Data section -
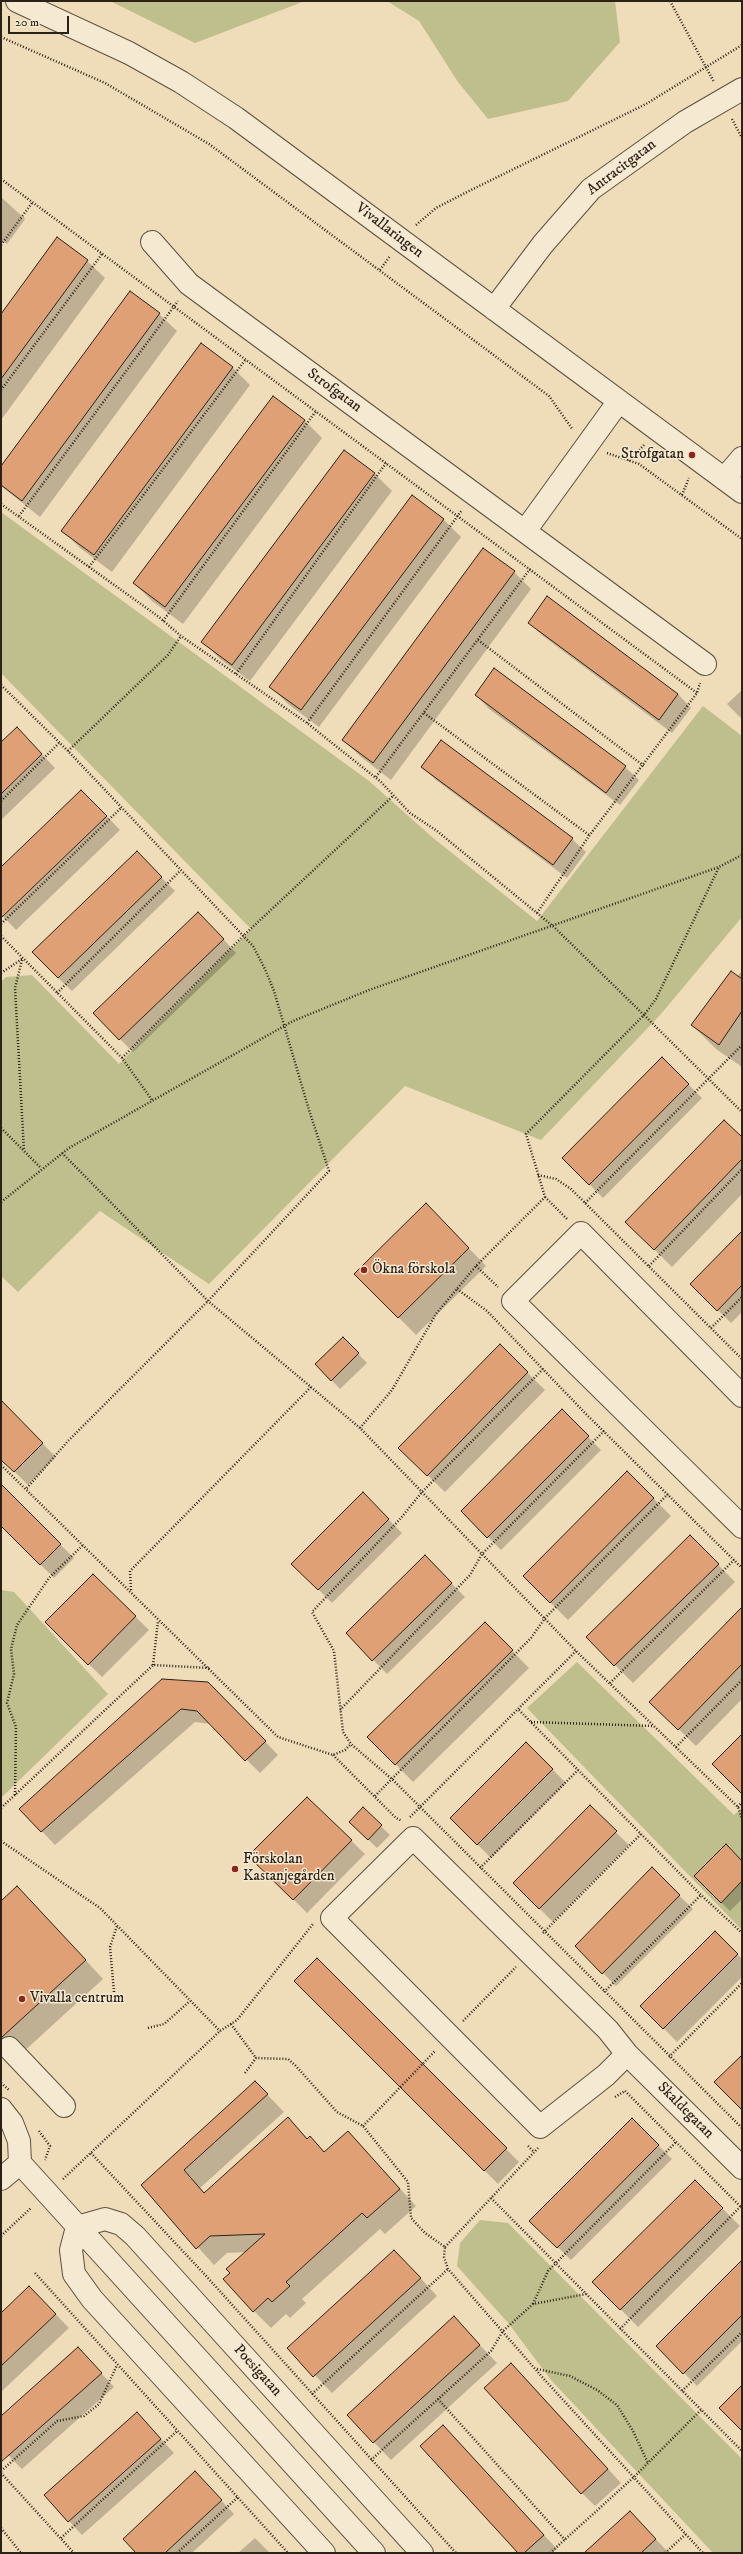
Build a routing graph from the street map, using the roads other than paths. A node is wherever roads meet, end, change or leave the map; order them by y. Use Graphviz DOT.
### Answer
graph roads {
  1 [pos="17,1"];
  2 [pos="742,89"];
  3 [pos="152,242"];
  4 [pos="494,309"];
  5 [pos="619,401"];
  6 [pos="742,458"];
  7 [pos="724,479"];
  8 [pos="742,492"];
  9 [pos="525,531"];
  10 [pos="705,664"];
  11 [pos="742,1396"];
  12 [pos="742,1527"];
  13 [pos="9,2048"];
  14 [pos="627,2054"];
  15 [pos="64,2106"];
  16 [pos="1,2109"];
  17 [pos="20,2163"];
  18 [pos="742,2168"];
  19 [pos="1,2179"];
  20 [pos="77,2227"];
  21 [pos="324,2553"];
  22 [pos="374,2553"];
  23 [pos="422,2553"];
  1 -- 4 [label="street, Vivallaringen"];
  2 -- 4 [label="street, Antracitgatan"];
  3 -- 9 [label="street, Strofgatan"];
  4 -- 5 [label="street, Vivallaringen"];
  5 -- 7 [label="street, Vivallaringen"];
  5 -- 9 [label="street"];
  6 -- 7 [label="street"];
  7 -- 8 [label="street, Vivallaringen"];
  9 -- 10 [label="street, Strofgatan"];
  11 -- 12 [label="street"];
  13 -- 15 [label="street"];
  14 -- 14 [label="street, Skaldegatan"];
  14 -- 18 [label="street, Skaldegatan"];
  16 -- 17 [label="street"];
  17 -- 19 [label="street"];
  17 -- 20 [label="street"];
  20 -- 21 [label="street"];
  20 -- 22 [label="street"];
  20 -- 23 [label="street, Poesigatan"];
}
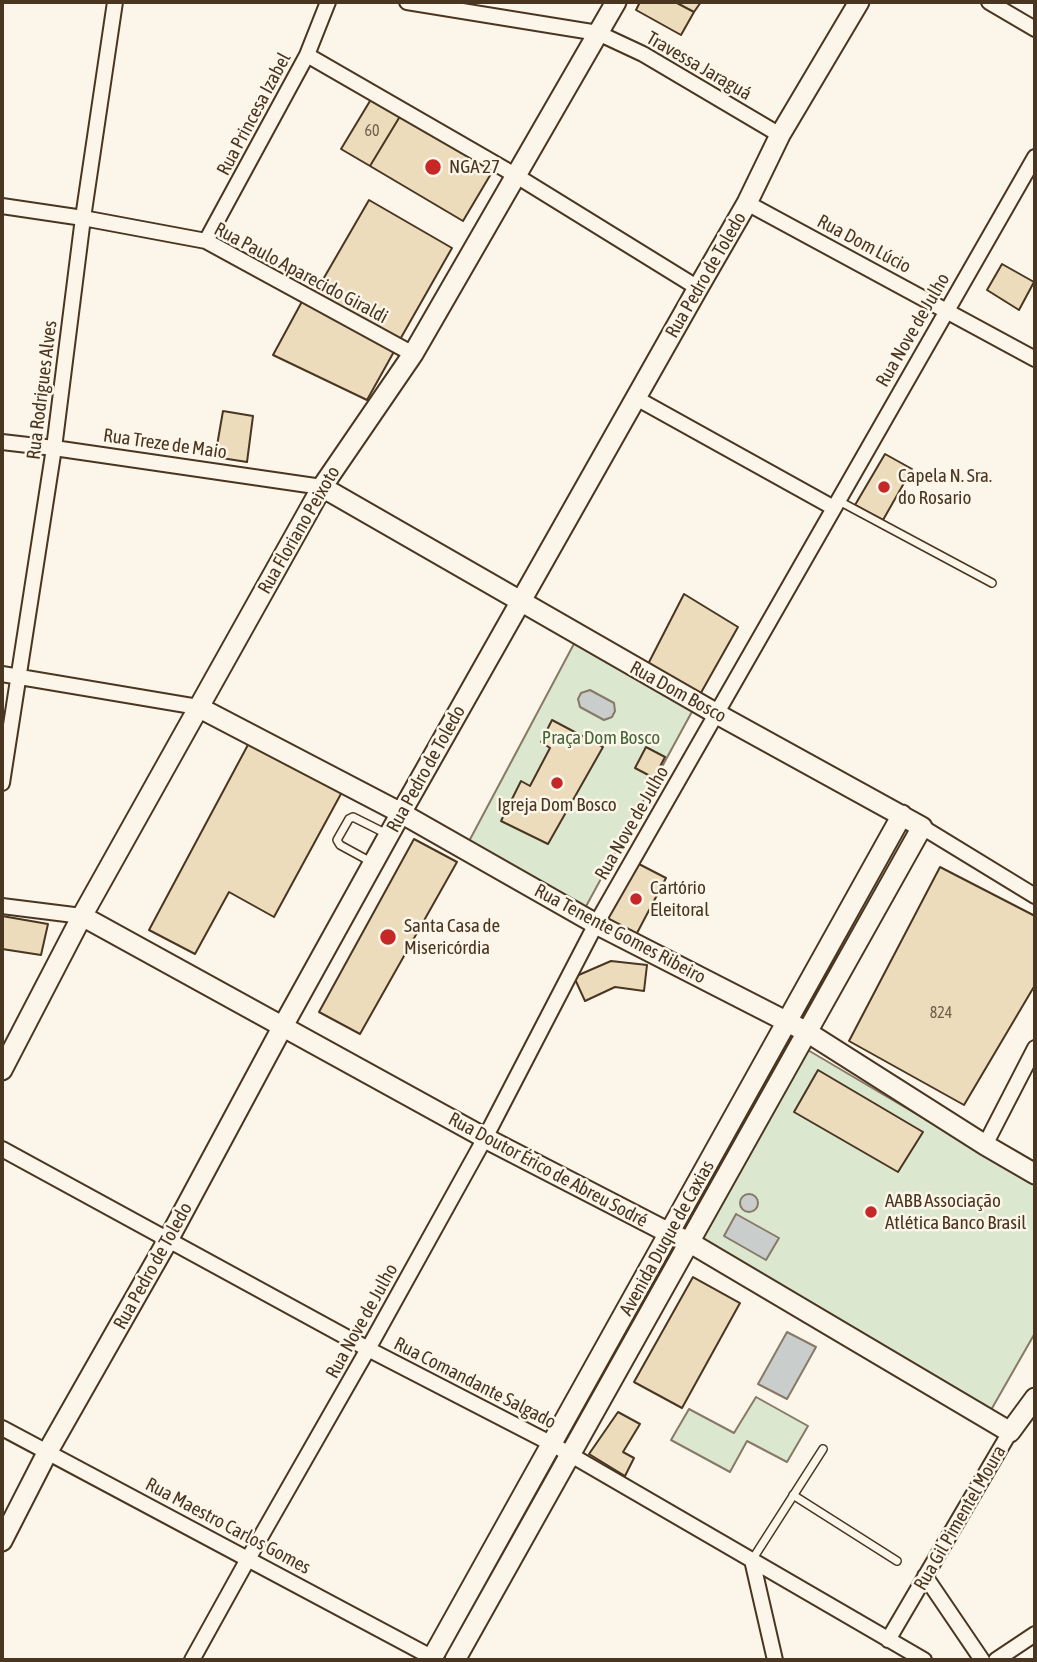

What the task requires - Repeat the listing above word for word. Do not include the pictures.

Solution for this exercise -
Build a routing graph from the street map, using the roads other than paths. A node is wherever roads meet, end, change or leave the map; order them by y. Use Graphviz DOT.
### Answer
graph roads {
  1 [pos="17,1"];
  2 [pos="742,89"];
  3 [pos="152,242"];
  4 [pos="494,309"];
  5 [pos="619,401"];
  6 [pos="742,458"];
  7 [pos="724,479"];
  8 [pos="742,492"];
  9 [pos="525,531"];
  10 [pos="705,664"];
  11 [pos="742,1396"];
  12 [pos="742,1527"];
  13 [pos="9,2048"];
  14 [pos="627,2054"];
  15 [pos="64,2106"];
  16 [pos="1,2109"];
  17 [pos="20,2163"];
  18 [pos="742,2168"];
  19 [pos="1,2179"];
  20 [pos="77,2227"];
  21 [pos="324,2553"];
  22 [pos="374,2553"];
  23 [pos="422,2553"];
  1 -- 4 [label="street, Vivallaringen"];
  2 -- 4 [label="street, Antracitgatan"];
  3 -- 9 [label="street, Strofgatan"];
  4 -- 5 [label="street, Vivallaringen"];
  5 -- 7 [label="street, Vivallaringen"];
  5 -- 9 [label="street"];
  6 -- 7 [label="street"];
  7 -- 8 [label="street, Vivallaringen"];
  9 -- 10 [label="street, Strofgatan"];
  11 -- 12 [label="street"];
  13 -- 15 [label="street"];
  14 -- 14 [label="street, Skaldegatan"];
  14 -- 18 [label="street, Skaldegatan"];
  16 -- 17 [label="street"];
  17 -- 19 [label="street"];
  17 -- 20 [label="street"];
  20 -- 21 [label="street"];
  20 -- 22 [label="street"];
  20 -- 23 [label="street, Poesigatan"];
}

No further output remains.